In conclusion, it can be stated that in this study and under the experimental conditions reported, the substance is irritating to skin.

An in vitro study was performed to assess the corrosive potential of the test substance by means of the Human Skin Model Test with EpiDerm tissue models. The test item did not reduce MTT (test for direct MTT reduction), and it did not change colour when mixed with deionised water (test for colour interference). Independent duplicate tissues of EpiDerm were exposed to either the test item, the negative control (deionised water) or the positive control (8.0 N KOH) for 3 minutes and 1 hour, respectively. 50 µL of the test item were dispensed directly onto duplicate EpiDerm tissue surface, and spread to match the surface of the tissue. Exposure to the positive control induced a decrease in the relative absorbance as compared to the negative control, both for the 3 minutes exposure period and for the 1 hour exposure period. The 1 hour exposure caused a decrease of the cell viability < 15 % of the negative control. The CV in the range 20 – 100 % viability between the tissue replicates is ≤ 30 %, thus the validity of the test system and the specific batch of the tissue models is confirmed. After exposure of the tissues to the test item the relative absorbance value did not decrease (104.5 %) after 3 minutes exposure. After 1 hour exposure the relative absorbance value was reduced to 8.6 %. The value for the 3 minutes exposure did not exceed the threshold for corrosivity, which is defined to be 50 %, but the value of 8.6 % felt below the threshold of 15 % for the 1 hour exposure. Therefore, the test item was considered to be corrosive.

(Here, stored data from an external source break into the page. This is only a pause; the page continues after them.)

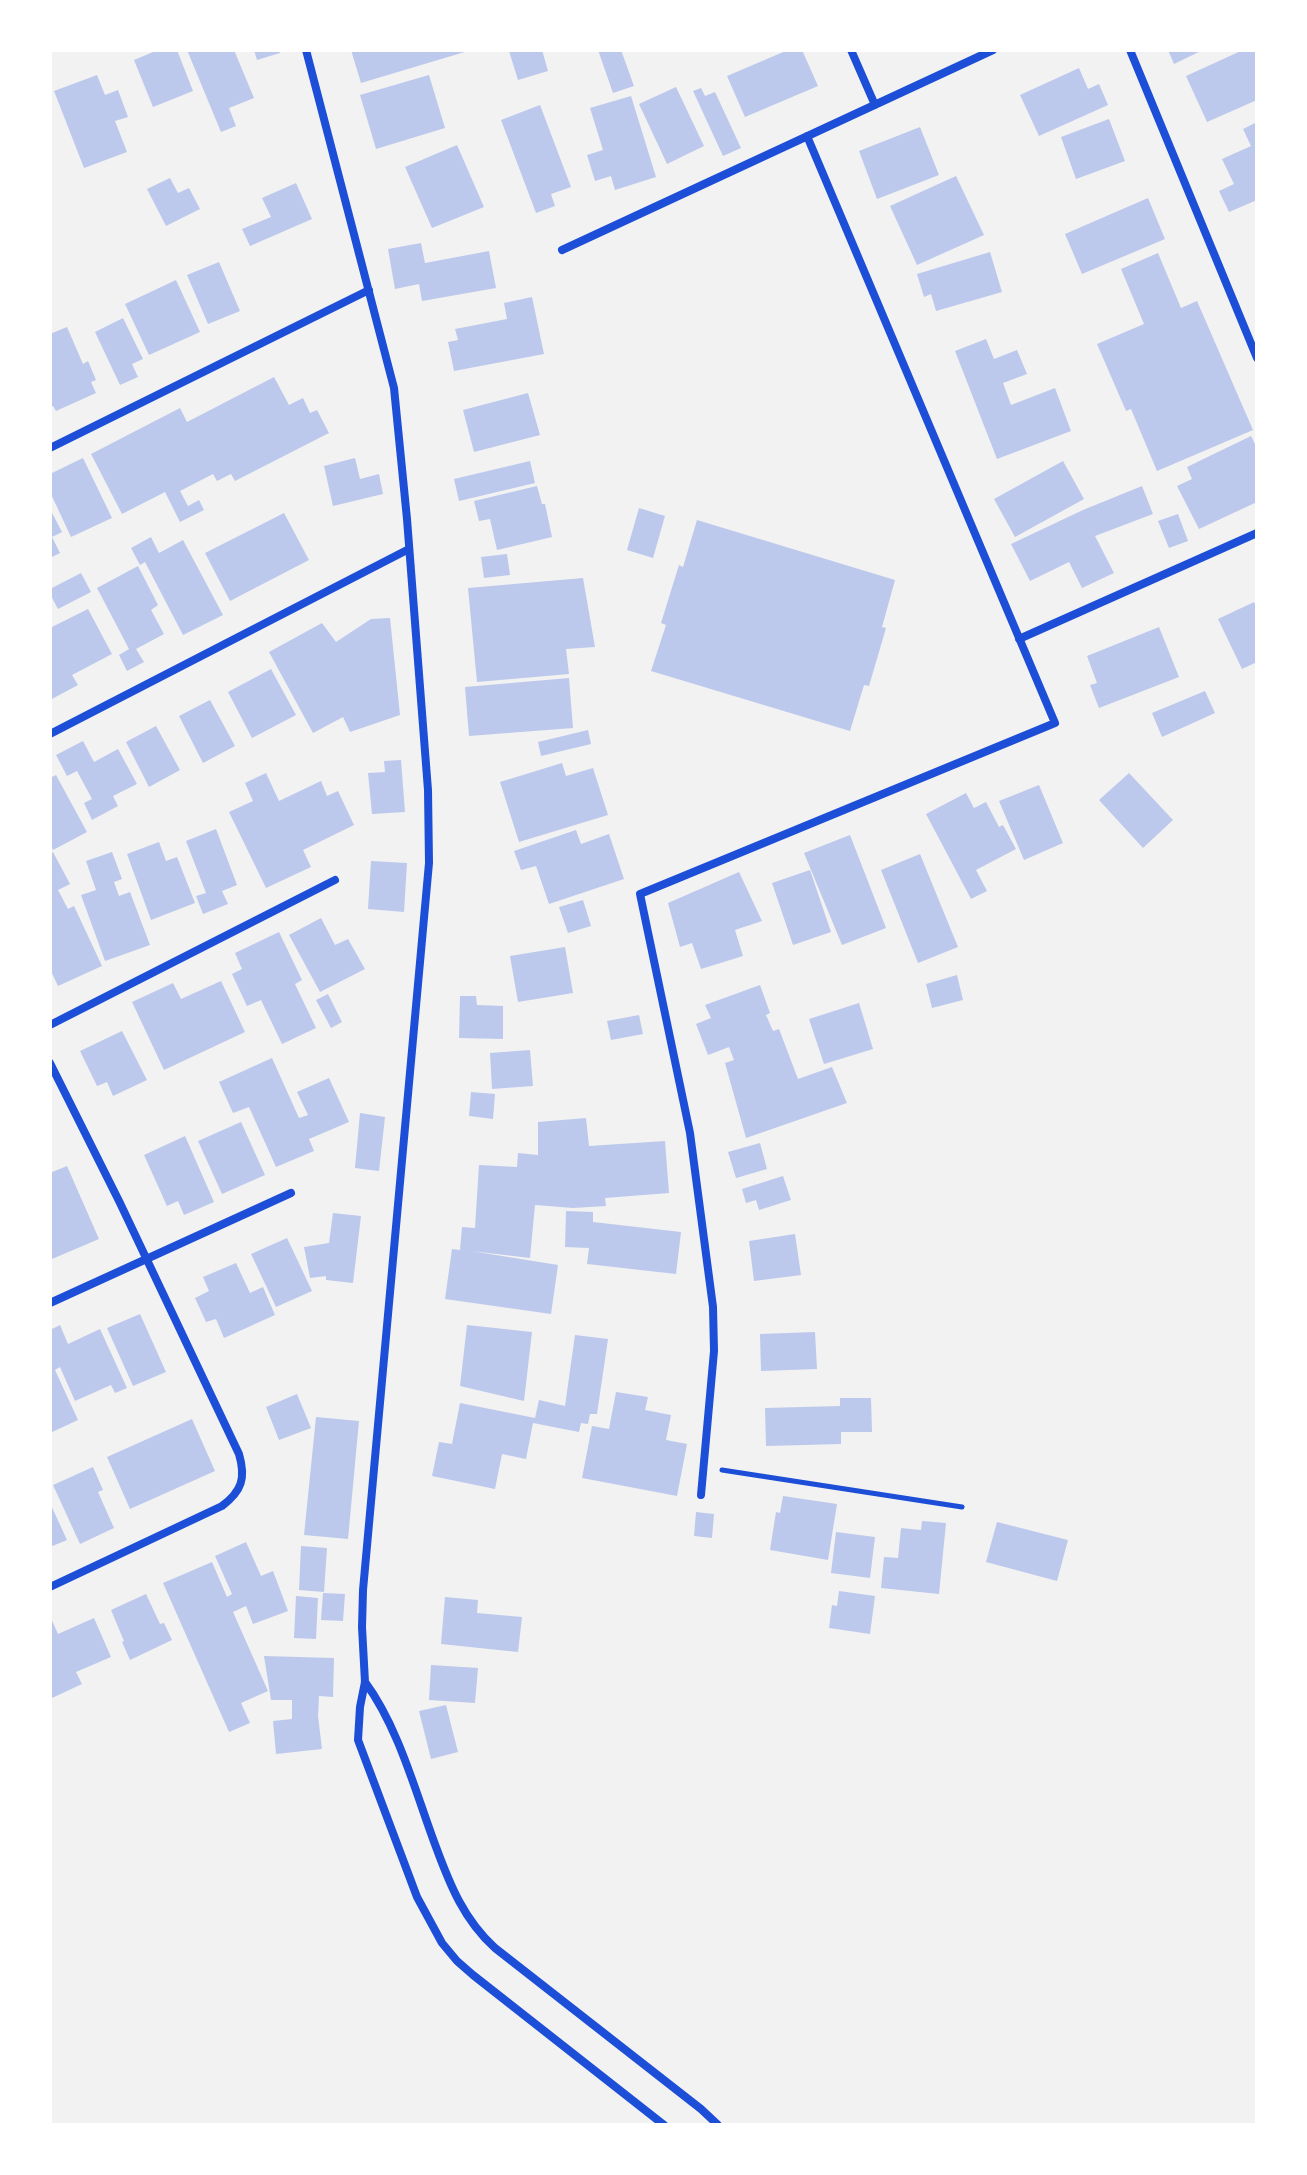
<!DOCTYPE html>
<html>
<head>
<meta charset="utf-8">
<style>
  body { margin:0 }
  #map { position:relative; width:1307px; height:2175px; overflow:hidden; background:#f2f2f2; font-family:Commissioner,sans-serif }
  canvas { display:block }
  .frame { position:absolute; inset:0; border:52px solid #fff; pointer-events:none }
</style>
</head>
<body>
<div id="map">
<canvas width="1307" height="2175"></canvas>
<div class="frame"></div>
</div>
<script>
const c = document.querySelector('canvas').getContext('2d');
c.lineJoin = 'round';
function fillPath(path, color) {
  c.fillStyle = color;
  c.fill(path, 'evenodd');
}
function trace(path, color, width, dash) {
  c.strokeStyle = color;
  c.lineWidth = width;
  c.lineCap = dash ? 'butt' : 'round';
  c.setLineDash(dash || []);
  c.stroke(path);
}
fillPath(new Path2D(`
  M158 50H177L193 91 153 107 134 60Z
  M187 50H234L254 98 229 108 236 126 221 132Z
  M254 50H279L280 53 257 60Z
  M351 50H468V51L361 83Z
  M542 50 548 71 518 80 509 51Z
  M598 50H621L634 86 613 93Z
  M788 50H802L818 86 745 117 727 76Z
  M1168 50H1203L1174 64Z
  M1243 50H1256L1257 53V100L1207 122 1186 76Z
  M1079 68 1088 89 1099 84 1108 105 1039 136 1020 95Z
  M97 75 105 95 118 90 128 117 115 121 127 152 84 168 54 91Z
  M429 75 445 128 376 149 360 95Z
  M676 87 704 146 667 164 639 104Z
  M701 88 705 96 715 92 741 148 723 156 693 91Z
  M631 96 656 177 615 190 611 176 595 181 587 155 603 150 590 108Z
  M540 105 571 187 551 194 555 206 536 213 501 120Z
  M1109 119 1125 161 1076 179 1061 137Z
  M1257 122V200L1229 212 1219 191 1234 184 1222 159 1251 146 1243 129Z
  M920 127 939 175 877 199 859 151Z
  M457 145 484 207 432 228 405 167Z
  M956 176 984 235 917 265 890 206Z
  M170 178 178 193 189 188 200 209 166 226 147 189Z
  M296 183 312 219 250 246 242 229 271 217 262 198Z
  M1148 198 1165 239 1082 274 1065 234Z
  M421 243 425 263 489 251 496 288 422 301 419 284 395 289 388 249Z
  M990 252 1002 292 936 311 931 294 924 297 917 274Z
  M1158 253 1181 308 1197 301 1253 430 1157 471 1131 409 1126 411 1097 344 1144 324 1121 269Z
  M219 262 240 311 208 324 187 275Z
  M176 280 200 332 149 355 125 304Z
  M532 297 544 354 454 371 448 342 458 340 455 329 507 319 504 303Z
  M123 318 143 359 132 364 138 377 120 385 95 332Z
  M67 327 83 364 88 361 96 380 91 382 96 393 56 411 53 406 50 407V334Z
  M986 339 994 359 1017 350 1027 374 1003 383 1011 405 1055 388 1071 431 997 459 955 351Z
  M274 377 289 405 303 398 310 413 317 410 329 433 235 481 231 474 217 481 213 474 180 491 188 506 199 500 204 510 180 522 165 492 122 514 91 454 180 408 187 422Z
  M528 393 540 435 474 452 463 410Z
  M1251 436 1257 448V502L1199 529 1177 486 1192 479 1187 467Z
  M83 458 112 518 71 537 50 492V474Z
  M355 458 360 479 379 474 383 494 333 506 324 466Z
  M530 461 535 483 459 501 454 479Z
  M1063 461 1084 499 1015 537 994 499Z
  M537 486 542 504H545L552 537 497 550 490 519 479 521 474 501Z
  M1142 486 1153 514 1095 536 1114 573 1082 588 1069 562 1030 581 1011 544 1083 510Z
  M639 508 665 516 653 558 627 550Z
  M50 509 62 532 52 537 60 553 50 558Z
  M284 513 309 560 230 601 205 553Z
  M1178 514 1188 541 1169 548 1158 521Z
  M697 520 895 580 882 627 886 628 869 686 864 685 850 731 651 671 666 625 661 623 679 565 683 567Z
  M151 537 159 553 183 540 223 615 183 635 145 562 140 565 131 548Z
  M507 554 510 575 484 578 481 557Z
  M138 566 158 605 151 610 164 634 136 649 144 662 127 671 119 655 129 649 97 588Z
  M81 573 91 592 58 609 50 594V589Z
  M583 578 595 647 566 649 569 674 477 682 468 588Z
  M1254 602 1257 609V662L1242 669 1218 619Z
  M88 609 112 654 72 675 78 685 50 700V628Z
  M390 618 400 715 350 732 343 717 313 733 269 652 322 623 336 642 371 619Z
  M1159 627 1179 677 1099 708 1090 685 1097 683 1087 656Z
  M271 669 296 715 252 738 228 692Z
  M569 678 573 728 469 736 465 687Z
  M1205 691 1215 713 1162 737 1152 713Z
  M210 700 235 746 203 763 179 716Z
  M156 726 180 770 149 787 126 742Z
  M588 730 591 744 541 756 538 742Z
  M83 741 94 762 118 749 137 784 113 796 118 806 92 820 84 803 92 799 77 771 67 776 56 755Z
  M401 760 405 812 372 814 368 773 385 772 384 761Z
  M562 763 566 776 593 768 608 815 519 842 500 782Z
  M266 773 279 801 321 781 327 796 338 791 354 825 303 850 311 867 266 888 229 812 253 801 245 783Z
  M1129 773 1173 820 1143 848 1099 800Z
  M56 775 87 832 53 850 50 844V778Z
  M1039 785 1063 843 1024 860 999 801Z
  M966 793 974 808 986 802 999 827 1003 825 1016 849 976 870 987 891 971 899 926 814Z
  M216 829 237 885 222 891 228 904 203 914 196 896 206 893 186 841Z
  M576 830 581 844 609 834 624 879 549 904 536 866 521 870 514 851Z
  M850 835 886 928 842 945 804 853Z
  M159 842 166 861 177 857 195 903 151 920 127 854Z
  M53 852 70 884 58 890 68 909 74 906 102 966 58 986 50 969V854Z
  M112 852 122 879 114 882 119 896 130 892 150 945 105 961 81 895 96 890 86 861Z
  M920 854 958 947 918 963 881 870Z
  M371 861 407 863 404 912 368 909Z
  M810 870 831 932 793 945 772 883Z
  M739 872 762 921 735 930 743 956 701 969 692 943 680 947 668 903Z
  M583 900 591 926 568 933 559 907Z
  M321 918 335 945 348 939 365 969 320 992 289 935Z
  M279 932 302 980 295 984 316 1028 282 1044 261 1000 247 1006 232 974 242 969 235 953Z
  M565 947 573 993 518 1002 510 956Z
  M957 975 963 1000 932 1008 926 984Z
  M221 981 245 1032 164 1070 132 1002 173 983 181 999Z
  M760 985 770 1013 766 1015 773 1031 779 1029 798 1079 832 1067 847 1103 746 1138 725 1063 734 1060 729 1047 708 1055 696 1024 711 1018 705 1005Z
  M328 994 342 1022 331 1028 316 1000Z
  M460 996H476L477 1005 503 1006V1039L459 1038Z
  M859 1003 873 1049 824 1064 809 1019Z
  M639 1015 643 1034 611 1040 607 1021Z
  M122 1031 147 1080 113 1096 107 1082 97 1086 80 1051Z
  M530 1050 533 1086 492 1089 490 1053Z
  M272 1058 299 1118 308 1115 297 1092 329 1078 349 1122 309 1139 314 1151 276 1167 249 1107 233 1113 219 1082Z
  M471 1092 495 1094 493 1119 469 1116Z
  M360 1113 385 1117 379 1171 355 1168Z
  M586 1118 589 1146 665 1141 669 1193 605 1198 606 1206 573 1208 535 1205 530 1258 471 1251 558 1265 551 1314 445 1299 452 1249 460 1250 462 1227 475 1228 479 1165 517 1167 518 1153 538 1155V1122Z
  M241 1122 265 1175 222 1194 198 1141Z
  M185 1136 214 1202 184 1215 178 1201 167 1206 144 1155Z
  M760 1143 767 1169 736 1178 728 1152Z
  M67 1166 99 1239 52 1259 50 1254V1173Z
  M783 1176 791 1200 759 1210 756 1200 746 1203 742 1189Z
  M566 1211 593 1212V1222L681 1232 676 1274 587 1264 589 1248 565 1247Z
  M333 1213 361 1216 353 1283 326 1280V1276L310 1278 304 1247 329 1243Z
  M795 1234 801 1275 754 1281 749 1241Z
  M287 1238 312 1291 276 1307 251 1254Z
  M236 1263 250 1293 263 1287 275 1315 224 1338 216 1319 206 1322 195 1298 209 1291 203 1277Z
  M140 1314 166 1372 133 1386 107 1328Z
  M60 1325 68 1344 100 1329 127 1388 115 1393 111 1385 75 1401 60 1367 55 1370 78 1420 50 1433V1330Z
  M467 1325 532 1332 524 1401 460 1386Z
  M815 1332 817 1369 761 1371 760 1334Z
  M575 1335 608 1339 597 1414H590L588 1424 581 1423 579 1432 533 1423 526 1459 502 1454 495 1489 432 1476 439 1442 452 1444 460 1403 535 1418 539 1400 565 1406Z
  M616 1392 648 1397 645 1410 671 1415 666 1440 687 1444 677 1496 582 1478 592 1426 609 1429Z
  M297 1394 311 1428 279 1440 266 1407Z
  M840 1398H871L872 1432H841V1444L766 1446 765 1408 840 1406Z
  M316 1417 359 1421 348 1539 304 1535Z
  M192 1419 215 1471 130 1509 107 1457Z
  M93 1467 103 1490 98 1492 114 1528 80 1544 53 1485Z
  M783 1496 837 1504 828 1560 770 1550 776 1512 780 1513Z
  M50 1503 67 1540 50 1547Z
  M696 1512 714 1514 712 1538 694 1536Z
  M922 1521 946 1523 939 1594 881 1588 884 1557 898 1558 901 1528 921 1530Z
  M997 1522 1068 1540 1057 1581 986 1562Z
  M836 1532 875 1537 870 1578 831 1573Z
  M246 1542 261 1576 273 1571 288 1611 253 1624 246 1606 233 1612 268 1691 241 1703 250 1723 229 1732 163 1583 212 1562 227 1597 232 1594 215 1556Z
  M301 1546 327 1548 324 1592 299 1590Z
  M839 1591 875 1596 870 1634 829 1628 832 1605 837 1606Z
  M323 1593 345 1594 343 1621 321 1620Z
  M146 1594 160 1624 164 1623 172 1640 130 1660 122 1642 124 1641 111 1610Z
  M296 1596 318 1598 316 1639 294 1638Z
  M445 1597 478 1600 477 1613 522 1617 518 1652 441 1644Z
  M50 1616 58 1634 94 1618 111 1657 76 1672 82 1684 50 1699Z
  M264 1656 334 1658 333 1697 319 1696 318 1716 322 1749 276 1754 273 1721 292 1719V1700H271Z
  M431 1665 478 1668 475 1703 429 1700Z
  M446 1705 458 1752 431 1759 419 1711Z`), '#bdc9ec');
trace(new Path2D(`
  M722 1470 962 1507`), '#1d4ed8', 5);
trace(new Path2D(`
  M306 50 394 388 407 519 428 790 429 863 363 1590 362 1627 365 1682 360 1707 358 1740 417 1897 442 1943 457 1961 473 1975 664 2125
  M851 50 875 105
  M1130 50 1257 358
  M562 250 993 50
  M50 448 369 290
  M1019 639 1257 533
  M50 734 409 549
  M50 1025 335 880
  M50 1063 120 1203 239 1454C246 1478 242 1491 222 1506L50 1587
  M50 1303 291 1193
  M701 1495 714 1351 713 1307 690 1133 640 894 1055 723 807 136
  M365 1682C399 1728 416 1794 436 1847 450 1885 464 1920 495 1948L701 2109 718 2125`), '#1d4ed8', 8);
</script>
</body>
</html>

In a publication (Takenaka et al. 1968) the testing of several chemicals on the skin of human volunteers is described. The test substance was exposed to the skin sites under occlusion for 24 - 48 hours at a concentration of 0.05 - 0.5 % to 82 humans. As a result, no skin reactions were seen (refer to IUCLID6 Section 7.10.5).

 

Based on a weight of evidence approach, the substance is considered to be corrosive to skin at a concentration of 100 %. Therefore, in accordance with column 2 of Annex VII of the REACH Regulation, no study for eye irritation/corrosion has to be conducted.

Justification for classification or non-classification

Based on the above mentioned study results, the substance is considered to be classified for skin corrosion into the Category 1B or 1C under Regulation (EC) No 1272/2008 as amended for the tenth time in Regulation (EC) No 2017/776.